For those of us privileged to have gardens or a patch to grow, gardens are our windows into a world of existences that put our own into perspective. Like the greater world, gardens are not always places of luxurious calm and order, but through them we know what that can be.

The gift of May is awakening life, of flowers and buzzing insects, fragrance, early morning sunlight filtered through newly unfurled greenery — try to bring that with you as you head out into mundane life, and June.
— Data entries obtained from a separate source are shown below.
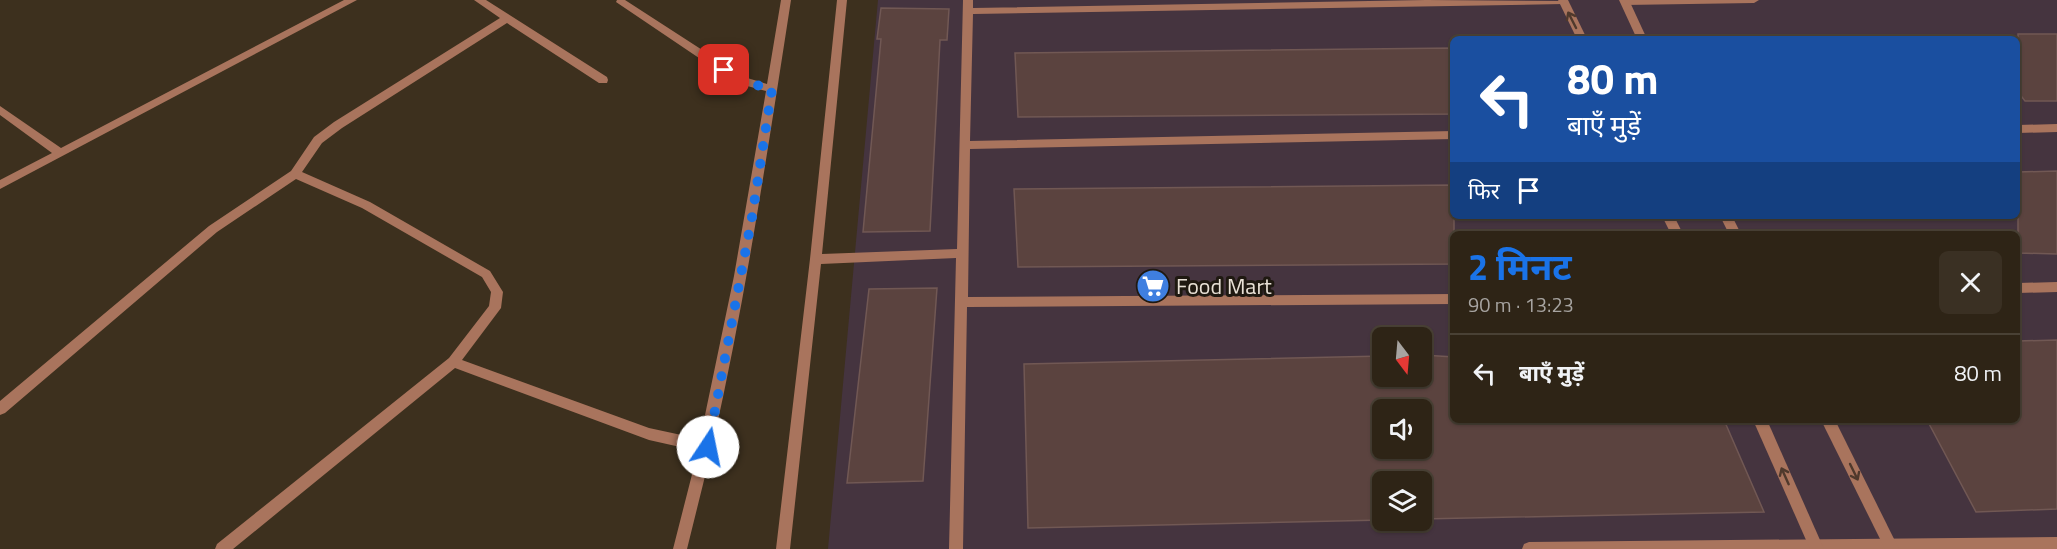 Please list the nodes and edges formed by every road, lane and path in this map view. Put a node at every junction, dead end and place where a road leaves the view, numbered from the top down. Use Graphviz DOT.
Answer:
graph roads {
  1 [pos="352,0"];
  2 [pos="479,0"];
  3 [pos="786,0"];
  4 [pos="842,0"];
  5 [pos="1754,0"];
  6 [pos="621,1"];
  7 [pos="1563,1"];
  8 [pos="1624,1"];
  9 [pos="1397,2"];
  10 [pos="1315,3"];
  11 [pos="968,5"];
  12 [pos="507,18"];
  13 [pos="1580,36"];
  14 [pos="1640,36"];
  15 [pos="603,80"];
  16 [pos="772,89"];
  17 [pos="0,110"];
  18 [pos="2057,128"];
  19 [pos="2020,129"];
  20 [pos="1450,135"];
  21 [pos="966,145"];
  22 [pos="58,152"];
  23 [pos="295,174"];
  24 [pos="0,185"];
  25 [pos="963,253"];
  26 [pos="816,259"];
  27 [pos="2020,288"];
  28 [pos="2057,288"];
  29 [pos="1450,299"];
  30 [pos="962,302"];
  31 [pos="453,362"];
  32 [pos="0,409"];
  33 [pos="1761,423"];
  34 [pos="1829,423"];
  35 [pos="708,447"];
  36 [pos="2057,544"];
  37 [pos="1817,548"];
  38 [pos="222,549"];
  39 [pos="680,549"];
  40 [pos="783,549"];
  41 [pos="956,549"];
  42 [pos="1529,549"];
  43 [pos="1892,549"];
  1 -- 22 [label="street"];
  2 -- 12 [label="street"];
  3 -- 16 [label="street"];
  4 -- 26 [label="street"];
  5 -- 8 [label="street"];
  6 -- 16 [label="street"];
  7 -- 9 [label="street"];
  13 -- 7 [label="street, one-way"];
  8 -- 14 [label="street"];
  9 -- 10 [label="street"];
  10 -- 11 [label="street"];
  11 -- 21 [label="street"];
  12 -- 15 [label="street"];
  12 -- 23 [label="street"];
  16 -- 35 [label="street"];
  17 -- 22 [label="street"];
  18 -- 19 [label="street"];
  20 -- 21 [label="street"];
  21 -- 25 [label="street"];
  22 -- 24 [label="street"];
  23 -- 31 [label="street"];
  23 -- 32 [label="street"];
  25 -- 26 [label="street"];
  25 -- 30 [label="street"];
  26 -- 40 [label="street"];
  27 -- 28 [label="street"];
  29 -- 30 [label="street"];
  30 -- 41 [label="street"];
  31 -- 35 [label="street"];
  31 -- 38 [label="street"];
  37 -- 33 [label="street, one-way"];
  34 -- 43 [label="street, one-way"];
  35 -- 39 [label="street"];
  36 -- 43 [label="street"];
  37 -- 42 [label="street"];
  37 -- 43 [label="street"];
} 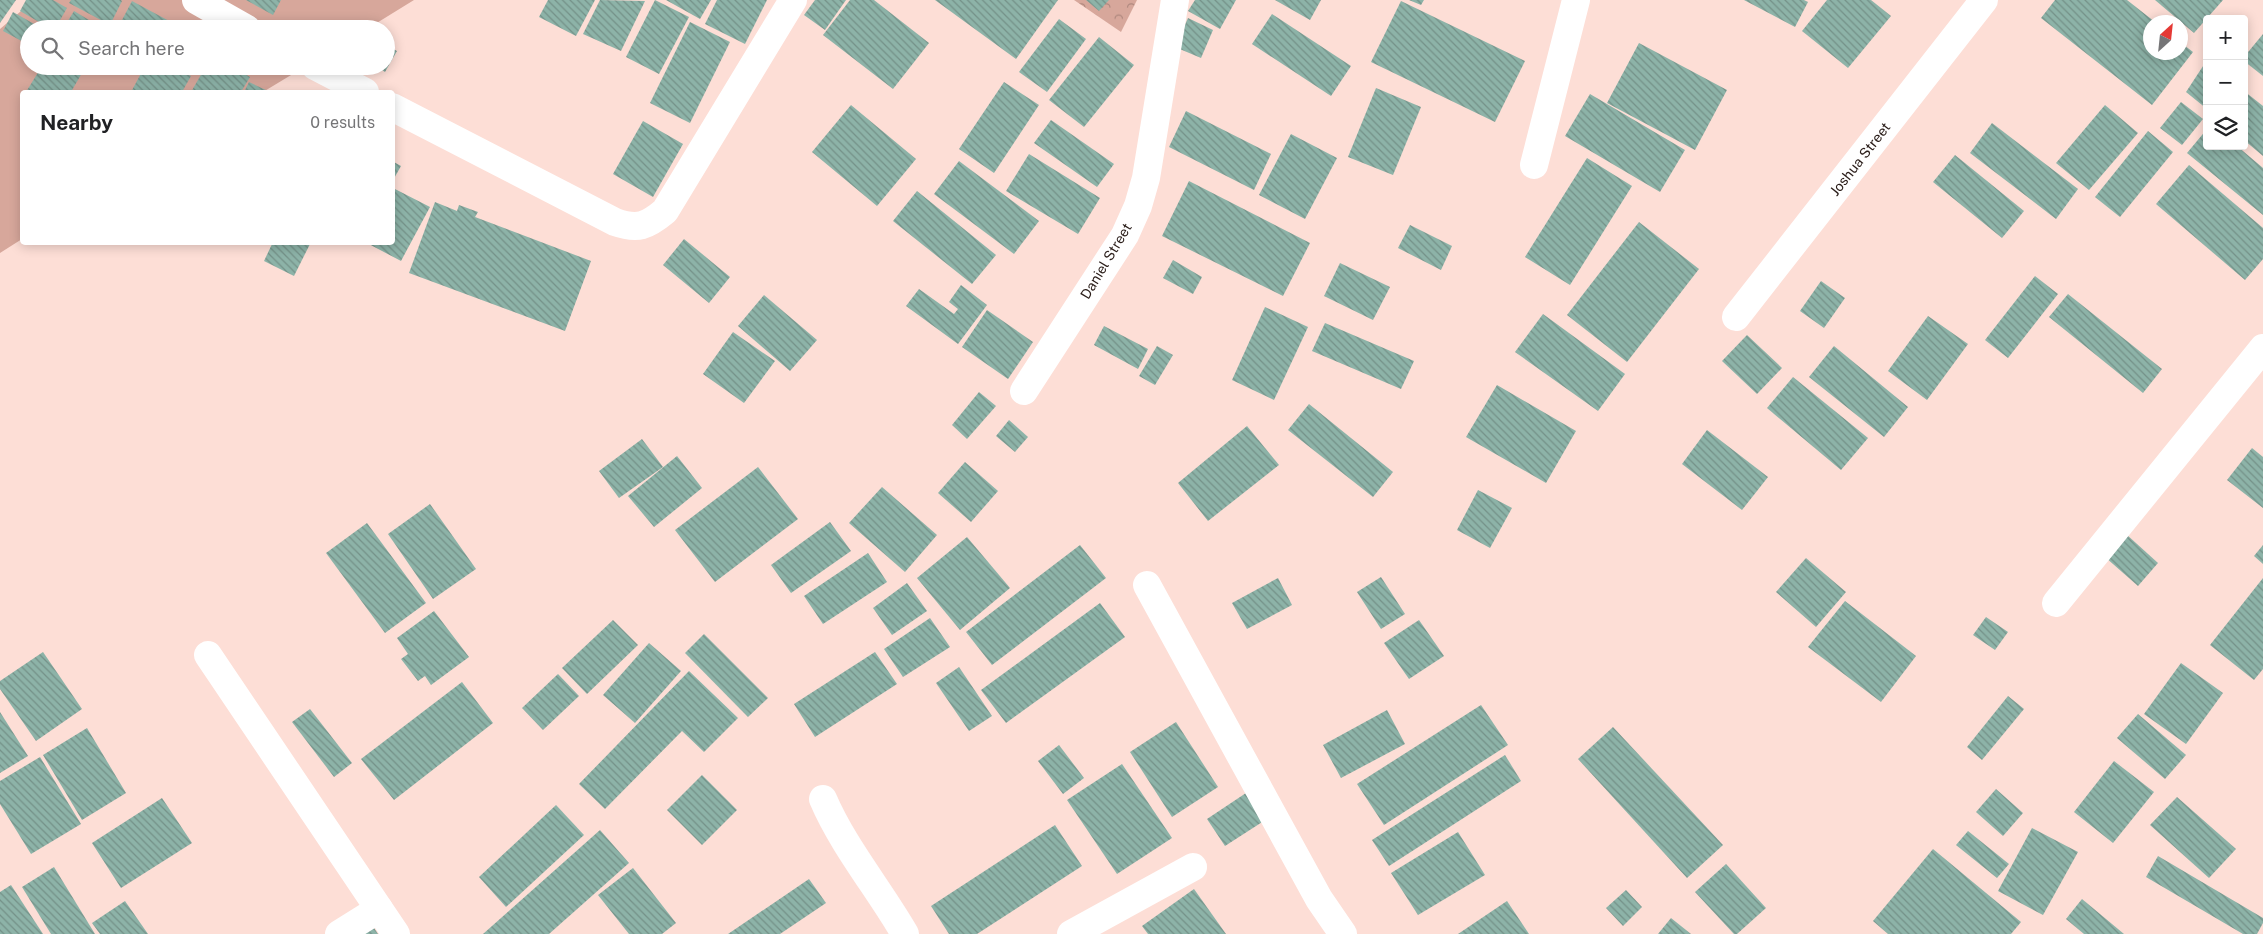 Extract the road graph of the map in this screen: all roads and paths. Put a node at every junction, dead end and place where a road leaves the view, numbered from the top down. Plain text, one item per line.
1 (196, 0) edge
2 (793, 0) edge
3 (1176, 0) edge
4 (1576, 0) edge
5 (1984, 0) edge
6 (232, 20) edge
7 (333, 75) edge
8 (362, 90) edge
9 (395, 108) edge
10 (1534, 165) dead end
11 (1736, 317) dead end
12 (2263, 348) edge
13 (1024, 391) dead end
14 (1147, 585) dead end
15 (2056, 603) dead end
16 (208, 656) dead end
17 (824, 799) dead end
18 (1193, 867) dead end
19 (379, 909) junction
20 (339, 934) edge
21 (396, 934) edge
22 (905, 934) edge
23 (1071, 934) edge
24 (1343, 934) edge

1 - 6 street
2 - 9 street
3 - 13 street, Daniel Street
4 - 10 street
5 - 11 street, Joshua Street
7 - 8 street
12 - 15 street
14 - 24 street
16 - 19 street
17 - 22 street
18 - 23 street
19 - 20 street
19 - 21 street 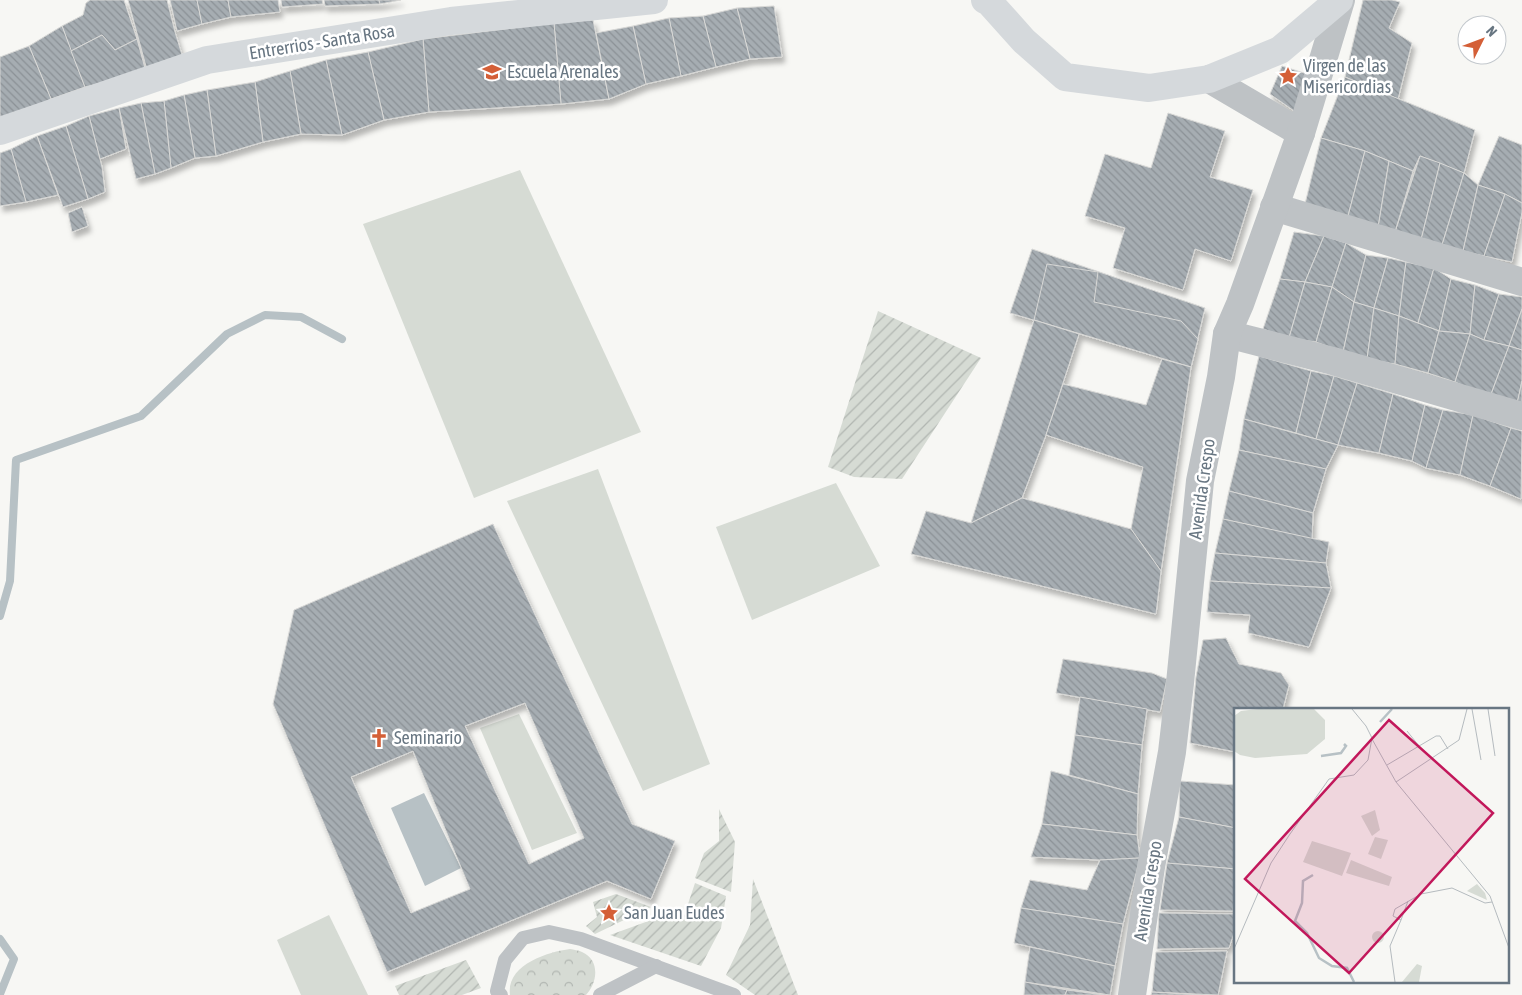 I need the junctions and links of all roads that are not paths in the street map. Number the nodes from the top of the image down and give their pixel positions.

The general rejoicing at the news that there will be a 159th Agricultural Fair (August 19 through 22) this summer is gratifying. Keep in mind that what you are planning and planting now will become your entries and exhibits. Broaden the scope; widen the window. Dahlia competition will be hot. As much horticultural and vegetable excellence as can be mustered is the way to make the Ag Hall displays memorable.

In the garden

It is beginning to look as if seasonal weather patterns are blanking the Island on rainfall. We can make use of fallback strategies, such as container displays of drought-tolerant plant material (think succulents, gray, or furred foliage), rain barrels under downspouts, and judicious mulching. Water use for those chem-lawn green expanses comes from somewhere: the Island’s aquifer. Running irrigation to keep geese off lawns — not wise use of the shared resource.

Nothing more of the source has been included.